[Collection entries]
-*-*-

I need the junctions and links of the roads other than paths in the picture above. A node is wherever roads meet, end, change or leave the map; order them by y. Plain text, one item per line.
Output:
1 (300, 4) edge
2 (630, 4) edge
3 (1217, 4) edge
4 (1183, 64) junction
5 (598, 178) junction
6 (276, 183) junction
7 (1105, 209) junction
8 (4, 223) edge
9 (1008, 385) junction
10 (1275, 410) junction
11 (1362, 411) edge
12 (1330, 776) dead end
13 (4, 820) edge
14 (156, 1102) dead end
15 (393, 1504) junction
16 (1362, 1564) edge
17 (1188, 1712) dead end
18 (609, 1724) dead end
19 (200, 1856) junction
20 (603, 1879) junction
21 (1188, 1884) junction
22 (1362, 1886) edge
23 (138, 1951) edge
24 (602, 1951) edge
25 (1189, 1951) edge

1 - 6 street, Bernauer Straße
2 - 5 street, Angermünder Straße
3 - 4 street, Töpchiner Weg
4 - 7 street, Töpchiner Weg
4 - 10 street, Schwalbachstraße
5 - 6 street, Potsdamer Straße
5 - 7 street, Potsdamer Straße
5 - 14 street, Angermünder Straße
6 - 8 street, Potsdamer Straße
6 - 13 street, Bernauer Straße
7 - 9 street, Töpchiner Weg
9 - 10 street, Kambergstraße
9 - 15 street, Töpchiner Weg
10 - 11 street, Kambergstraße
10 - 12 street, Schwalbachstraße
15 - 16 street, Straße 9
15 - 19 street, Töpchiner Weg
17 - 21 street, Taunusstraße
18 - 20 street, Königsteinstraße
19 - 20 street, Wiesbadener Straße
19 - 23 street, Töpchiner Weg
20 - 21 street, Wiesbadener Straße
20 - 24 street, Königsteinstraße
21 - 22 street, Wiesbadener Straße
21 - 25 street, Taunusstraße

-*-*-

TASK REQUIREMENTS >> Which of the lines above include the string "edge"? Pick them out and copy them.

COMPLETED TASK >>
1 (300, 4) edge
2 (630, 4) edge
3 (1217, 4) edge
8 (4, 223) edge
11 (1362, 411) edge
13 (4, 820) edge
16 (1362, 1564) edge
22 (1362, 1886) edge
23 (138, 1951) edge
24 (602, 1951) edge
25 (1189, 1951) edge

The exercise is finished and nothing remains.